Thanks that was very helpfull. Then I will definitely stop by MAC in Heathrow.

Hop someone else can tell me about fragrances


----------



## kelly2509t (Nov 27, 2009)

I believe most fragrances have 40% off compared to retail prices. That might not be on all perfumes though.

This website:
http: / / www[DOT]worlddutyfree[DOT]com/fragrances[DOT]html
or google World Duty Free if the link gets deleted will show some of the perfumes sold at the Duty Free in Heathrow so you might be able to find out on there.

Hope that helps


----------



## ThePowderPuff (Nov 27, 2009)

Quote:

   Originally Posted by *kelly2509t* 

 
_I believe most fragrances have 40% off compared to retail prices. That might not be on all perfumes though.

This website:
http: / / www[DOT]worlddutyfree[DOT]com/fragrances[DOT]html
or google World Duty Free if the link gets deleted will show some of the perfumes sold at the Duty Free in Heathrow so you might be able to find out on there.

Hope that helps 
	

	
	
		
		

		
		
	


	


_

 
That was very helpfull! But it seems like they have all Chanel perfumes except Chanel no. 5 Eau de Parfum. Are anyone familiar enough to heathrow to know whether they have that?

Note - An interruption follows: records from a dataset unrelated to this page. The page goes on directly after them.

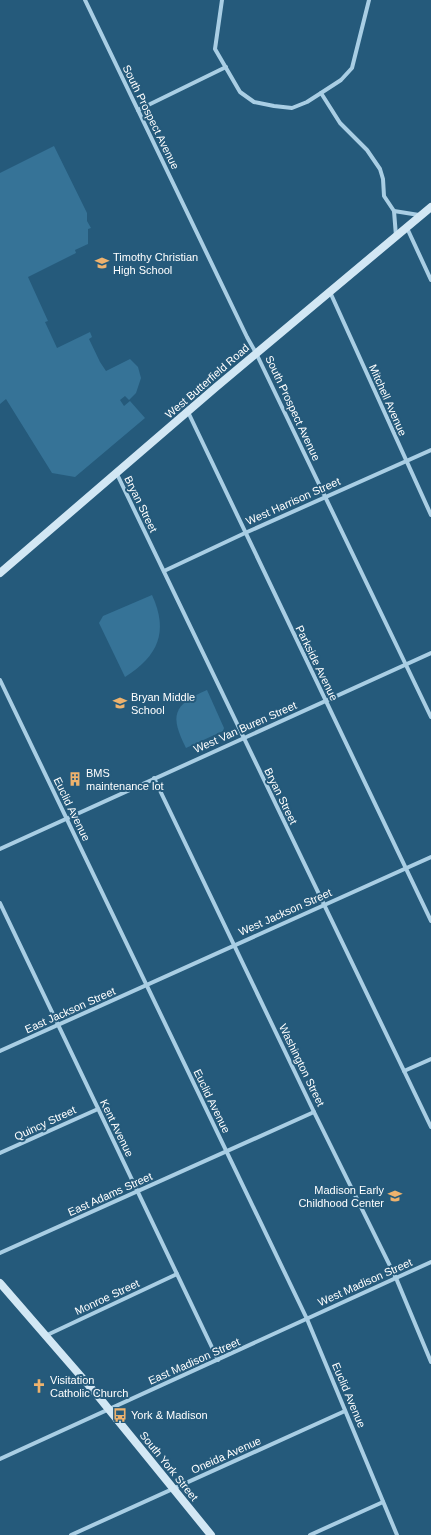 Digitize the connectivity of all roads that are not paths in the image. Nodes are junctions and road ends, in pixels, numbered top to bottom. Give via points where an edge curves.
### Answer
1 (85, 0) edge
2 (222, 0) edge
3 (369, 0) edge
4 (226, 67) junction
5 (321, 93) junction
6 (138, 110) junction
7 (431, 207) edge
8 (394, 211) junction
9 (421, 216) junction
10 (407, 228) junction
11 (396, 237) junction
12 (431, 280) edge
13 (330, 292) junction
14 (256, 353) junction
15 (188, 412) junction
16 (431, 450) edge
17 (406, 461) junction
18 (116, 472) junction
19 (325, 497) junction
20 (431, 515) edge
21 (245, 533) junction
22 (164, 571) junction
23 (0, 573) edge
24 (431, 653) edge
25 (406, 664) junction
26 (0, 680) edge
27 (326, 700) junction
28 (431, 717) edge
29 (243, 738) junction
30 (154, 778) junction
31 (67, 818) junction
32 (0, 849) edge
33 (431, 856) edge
34 (406, 868) junction
35 (0, 903) edge
36 (324, 905) junction
37 (431, 920) edge
38 (234, 945) junction
39 (147, 985) junction
40 (58, 1025) junction
41 (0, 1051) edge
42 (431, 1059) edge
43 (404, 1071) junction
44 (98, 1108) junction
45 (314, 1112) junction
46 (431, 1127) edge
47 (227, 1152) junction
48 (0, 1154) edge
49 (138, 1192) junction
50 (0, 1253) edge
51 (431, 1262) edge
52 (177, 1274) junction
53 (396, 1278) junction
54 (0, 1283) edge
55 (307, 1319) junction
56 (45, 1336) junction
57 (218, 1360) junction
58 (431, 1362) edge
59 (108, 1410) junction
60 (345, 1411) junction
61 (0, 1459) edge
62 (173, 1489) junction
63 (383, 1502) junction
64 (71, 1535) edge
65 (211, 1535) edge
66 (310, 1535) edge
67 (397, 1535) edge

1 - 6 street, South Prospect Avenue
2 - 4 street via 215,49
3 - 5 street via 352,68 341,80
4 - 5 street via 240,92 254,102 292,108
4 - 6 street
5 - 8 street via 340,123 375,160 383,179 384,196
6 - 14 street, South Prospect Avenue
7 - 9 main road, West Butterfield Road
8 - 9 street
8 - 11 street
9 - 10 main road, West Butterfield Road
10 - 11 main road, West Butterfield Road
10 - 12 street
11 - 13 main road, West Butterfield Road
13 - 14 main road, West Butterfield Road
13 - 17 street, Mitchell Avenue
14 - 15 main road, West Butterfield Road
14 - 19 street, South Prospect Avenue
15 - 18 main road, West Butterfield Road
15 - 21 street, Parkside Avenue
16 - 17 street, West Harrison Street
17 - 19 street, West Harrison Street
17 - 20 street, Mitchell Avenue
18 - 22 street, Bryan Street
18 - 23 main road, West Butterfield Road
19 - 21 street, West Harrison Street
19 - 25 street, South Prospect Avenue
21 - 22 street, West Harrison Street
21 - 27 street, Parkside Avenue
22 - 29 street, Bryan Street
24 - 25 street, West Van Buren Street
25 - 27 street, West Van Buren Street
25 - 28 street, South Prospect Avenue
26 - 31 street, Euclid Avenue
27 - 29 street, West Van Buren Street
27 - 34 street, Parkside Avenue
29 - 30 street, West Van Buren Street
29 - 36 street, Bryan Street
30 - 31 street, West Van Buren Street
30 - 38 street, Washington Street
31 - 32 street, West Van Buren Street
31 - 39 street, Euclid Avenue
33 - 34 street, West Jackson Street
34 - 36 street, West Jackson Street
34 - 37 street, Parkside Avenue
35 - 40 street, Kent Avenue
36 - 38 street, West Jackson Street
36 - 43 street, Bryan Street
38 - 39 street, West Jackson Street
38 - 45 street, Washington Street
39 - 40 street, East Jackson Street
39 - 47 street, Euclid Avenue
40 - 41 street, East Jackson Street
40 - 44 street, Kent Avenue
42 - 43 street
43 - 46 street, Bryan Street
44 - 48 street, Quincy Street
44 - 49 street, Kent Avenue
45 - 47 street, East Adams Street
45 - 53 street, Washington Street
47 - 49 street, East Adams Street
47 - 55 street, Euclid Avenue
49 - 50 street, East Adams Street
49 - 52 street, Kent Avenue
51 - 53 street, West Madison Street
52 - 56 street, Monroe Street
52 - 57 street, Kent Avenue
53 - 55 street, West Madison Street
53 - 58 street, Washington Street
54 - 56 main road, South York Street
55 - 57 street, East Madison Street
55 - 60 street, Euclid Avenue
56 - 59 main road, South York Street
57 - 59 street, East Madison Street
59 - 61 street, East Madison Street
59 - 62 main road, South York Street
60 - 62 street, Oneida Avenue
60 - 63 street, Euclid Avenue
62 - 64 street, Oneida Avenue
62 - 65 main road, South York Street
63 - 66 street
63 - 67 street, Euclid Avenue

EDIT: I found it! They have it and much cheaper than elsewhere. Thank you so much.


----------



## kittykit (Dec 10, 2009)

If you are flying with BA, you will arrive/depart at/from Terminal 5, you will see World Duty Free. There's a MAC counter there 
	

	
	
		
		

		
		
	


	




 They're so much cheaper!


----------



## ThePowderPuff (Dec 10, 2009)

Quote:

   Originally Posted by *kittykit* 

 
_If you are flying with BA, you will arrive/depart at/from Terminal 5, you will see World Duty Free. There's a MAC counter there 
	

	
	
		
		

		
		
	


	




 They're so much cheaper!_

 
We're flying SAS. I think they fly from Terminal 3. On Heathrows website it looks like there's both a MAC store and a World Duty Free?


----------



## anita22 (Dec 12, 2009)

Quote:

   Originally Posted by *Katjamo* 

 
_We're flying SAS. I think they fly from Terminal 3. On Heathrows website it looks like there's both a MAC store and a World Duty Free?_

 
Yes, that's right


----------